Third, analyst support remains unusually strong. A market where dozens of analysts maintain Buy ratings and none issue Sell ratings is telling investors that the Street still sees a favorable long-term setup, even after a severe sentiment shock.
The Main Bear Case for Meta Stock
First, spending may stay elevated longer than expected. If capital expenditures remain near or above the top end of guidance for longer than one cycle, investors may become less patient about the payoff. Massive spending plans can look wise in hindsight, but during the build-out phase they often make valuation harder to defend.
Second, legal pressure may grow. The California verdict did not, by itself, break Meta’s business. But it reminded investors that platform design, youth usage, and product safety are now serious legal and policy issues, not just public-relations topics. More cases could keep the stock volatile even if earnings remain solid.
Third, margin compression is real. Meta’s official results and the 24/7 Wall St. analysis both show that profitability is under pressure from higher costs. If revenue growth slows while costs continue to surge, the stock could stay stuck below analyst targets for longer than bulls hope.
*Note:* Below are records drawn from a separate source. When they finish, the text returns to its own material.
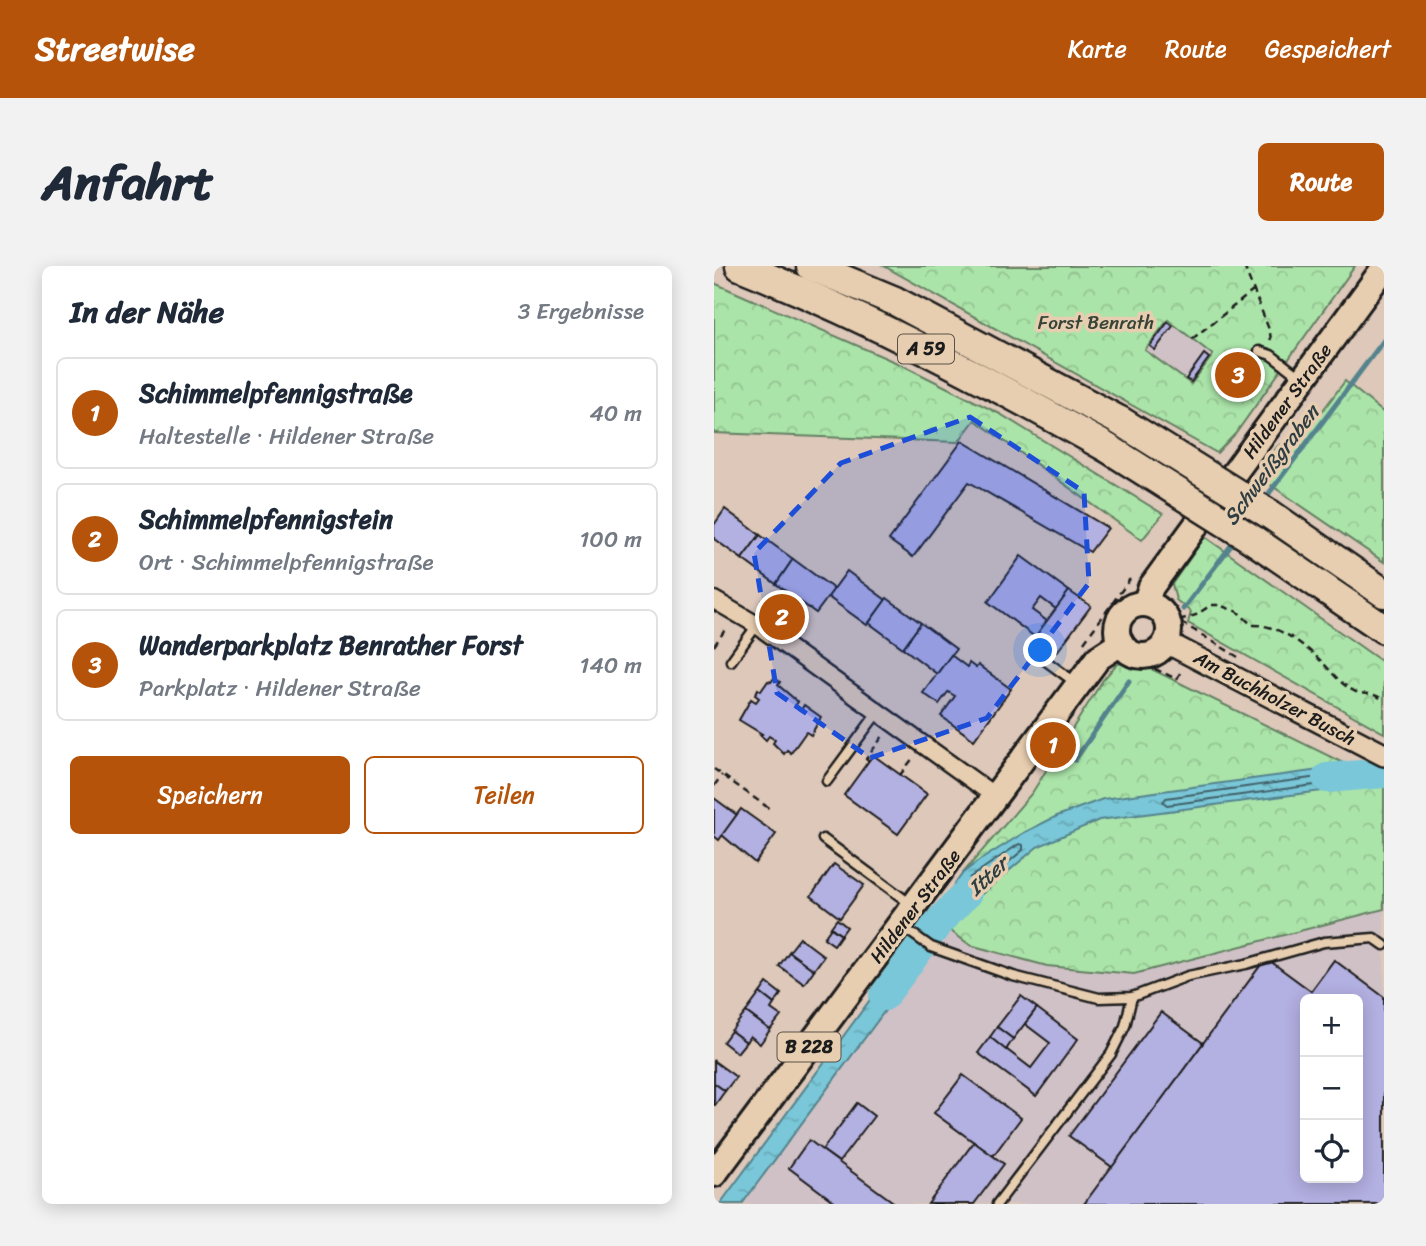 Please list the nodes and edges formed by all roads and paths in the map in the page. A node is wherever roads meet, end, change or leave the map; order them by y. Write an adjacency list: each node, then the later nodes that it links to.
1 (740, 266): 15 (highway, A 59, bridge)
2 (811, 266): 10 (highway, A 59, bridge)
3 (1244, 266): 5 (path)
4 (1384, 268): 9 (main road, Hildener Straße)
5 (1254, 291): 6 (path); 8 (path)
6 (1192, 339)
7 (1259, 351): 8 (lane)
8 (1271, 355): 9 (lane)
9 (1303, 379): 12 (main road, Hildener Straße)
10 (1384, 593)
11 (714, 600): 13 (street)
12 (1145, 604): 16 (main road); 19 (main road, Hildener Straße)
13 (738, 614): 14 (street); 18 (path)
14 (757, 625): 21 (lane); 25 (street)
15 (1384, 629)
16 (1172, 631): 19 (main road); 20 (main road, Am Buchholzer Busch); 24 (path)
17 (1202, 635): 20 (path)
18 (714, 646)
19 (1124, 651): 20 (path); 23 (main road, Hildener Straße / B 228)
20 (1191, 654): 28 (main road, Am Buchholzer Busch)
21 (731, 660)
22 (1046, 661): 23 (lane)
23 (1078, 685): 35 (main road, Hildener Straße / B 228)
24 (1384, 701)
25 (878, 712): 26 (street); 33 (lane)
26 (893, 722): 27 (street); 29 (path)
27 (923, 744): 32 (path); 35 (street)
28 (1379, 752)
29 (869, 761)
30 (714, 769): 31 (path)
31 (722, 775): 34 (path); 36 (path)
32 (900, 775)
33 (827, 781)
34 (714, 786)
35 (996, 797): 38 (main road, Hildener Straße / B 228)
36 (770, 809)
37 (823, 839): 38 (lane)
38 (907, 920): 40 (lane); 41 (main road, Hildener Straße / B 228)
39 (1384, 945): 40 (lane)
40 (1132, 998): 42 (lane)
41 (714, 1174)
42 (997, 1204) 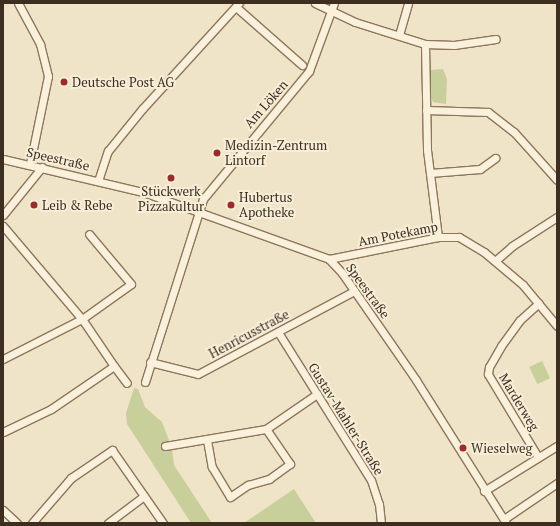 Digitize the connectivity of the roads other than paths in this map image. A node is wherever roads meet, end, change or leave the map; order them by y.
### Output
1 (18, 3) edge
2 (315, 3) edge
3 (334, 3) edge
4 (408, 3) edge
5 (237, 5) edge
6 (332, 11) junction
7 (399, 35) junction
8 (496, 39) dead end
9 (425, 44) junction
10 (302, 66) dead end
11 (426, 110) junction
12 (495, 158) dead end
13 (3, 159) edge
14 (30, 164) junction
15 (42, 167) junction
16 (430, 173) junction
17 (557, 180) edge
18 (98, 181) junction
19 (198, 212) junction
20 (3, 215) edge
21 (556, 220) edge
22 (3, 226) edge
23 (89, 234) dead end
24 (438, 237) junction
25 (329, 259) junction
26 (495, 262) junction
27 (354, 291) junction
28 (539, 303) junction
29 (82, 319) junction
30 (557, 326) edge
31 (278, 332) junction
32 (3, 359) edge
33 (150, 362) junction
34 (114, 366) junction
35 (145, 382) dead end
36 (127, 383) dead end
37 (317, 394) junction
38 (266, 429) junction
39 (3, 432) edge
40 (207, 440) junction
41 (165, 446) dead end
42 (557, 448) edge
43 (538, 457) junction
44 (557, 483) edge
45 (484, 491) junction
46 (144, 496) junction
47 (3, 510) edge
48 (505, 521) edge
49 (17, 523) edge
50 (32, 523) edge
51 (108, 523) edge
52 (163, 523) edge
53 (381, 523) edge

1 - 14 street
2 - 6 street
3 - 6 street, Am Löken
4 - 7 street
5 - 10 street
5 - 18 street
6 - 7 street
6 - 19 street, Am Löken
7 - 9 street
8 - 9 street
9 - 11 street
11 - 16 street
11 - 17 street
12 - 16 street
13 - 14 street, Speestraße
14 - 15 street, Speestraße
15 - 18 street, Speestraße
15 - 20 street
16 - 24 street
18 - 19 street, Speestraße
19 - 25 street, Speestraße
19 - 33 street, Am Löken
21 - 26 street
22 - 29 street
23 - 29 street
24 - 25 street, Am Potekamp
24 - 26 street, Am Potekamp
25 - 27 street, Speestraße
26 - 28 street, Am Potekamp
27 - 31 street, Henricusstraße
27 - 45 street, Speestraße
28 - 30 street, Am Potekamp
28 - 43 street, Marderweg
29 - 32 street
29 - 34 street
31 - 33 street, Henricusstraße
31 - 37 street, Gustav-Mahler-Straße
33 - 35 street, Am Löken
34 - 36 street
34 - 39 street
37 - 38 street
37 - 53 street, Gustav-Mahler-Straße
38 - 40 street
38 - 40 street
40 - 41 street
42 - 43 street
43 - 45 street
44 - 48 street
45 - 48 street, Speestraße
46 - 50 street
46 - 51 street
46 - 52 street
47 - 49 street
What This Means for Investors Right Now
Meta is no longer the easy story it once was. A few years ago, the central debate was whether the company could recover from privacy changes and ad-market pressure. Now the debate is much bigger. Investors are being asked to decide whether Meta can simultaneously manage legal risk, defend margins, keep its ad business growing, scale AI products, and justify one of the largest capital-spending plans in corporate America.
That complexity explains the stock’s volatility. Bulls see a high-quality platform company temporarily punished for investing ahead of the curve. Bears see a richly ambitious company taking on legal and financial risk at the same time. Both sides have evidence. What makes Meta unusual is that the upside and downside are both large, and the market is trying to price them in all at once. This is an inference drawn from the gap between analyst targets, current share levels, and the competing concerns documented in the cited reporting.
Detailed Outlook: Can Meta Really Rebound?
A rebound is possible, but it likely depends on execution more than narrative. For Meta to regain momentum in a durable way, investors will probably need to see at least three things. First, ad growth must remain healthy enough to prove that the core engine still funds the AI transition. Second, management must show that AI investments are producing measurable improvements in conversion, engagement, or new revenue streams. Third, the legal environment must not worsen so dramatically that it overwhelms the company’s operating progress.
If those conditions hold, the March selloff may eventually look like a major reset that created opportunity. If they do not, the analyst targets could come down instead of the stock going up to meet them. That is the real tension surrounding Meta today: the company still has elite scale and elite cash-generation potential, but it also has elite-sized risks.
Final Take
Meta’s post-selloff setup is one of the most fascinating stories in the market. The company remains enormously profitable at its core, reported $200.97 billion in full-year 2025 revenue, and continues to command broad analyst support. At the same time, the stock’s sharp March drop showed that investors are no longer willing to ignore legal uncertainty and giant AI infrastructure bills. The result is a stock caught between near-term fear and long-term ambition. Whether Meta can close that gap will depend on how convincingly it turns spending into earnings power while avoiding a deeper legal spiral. For now, the market is cautious, but Wall Street’s message is clear: many analysts still believe the selloff has gone too far.
Source reference: Original report discussed here was published by 24/7 Wall St. on April 9, 2026, with supporting details cross-checked against Meta’s investor materials, Reuters reporting, and current market data.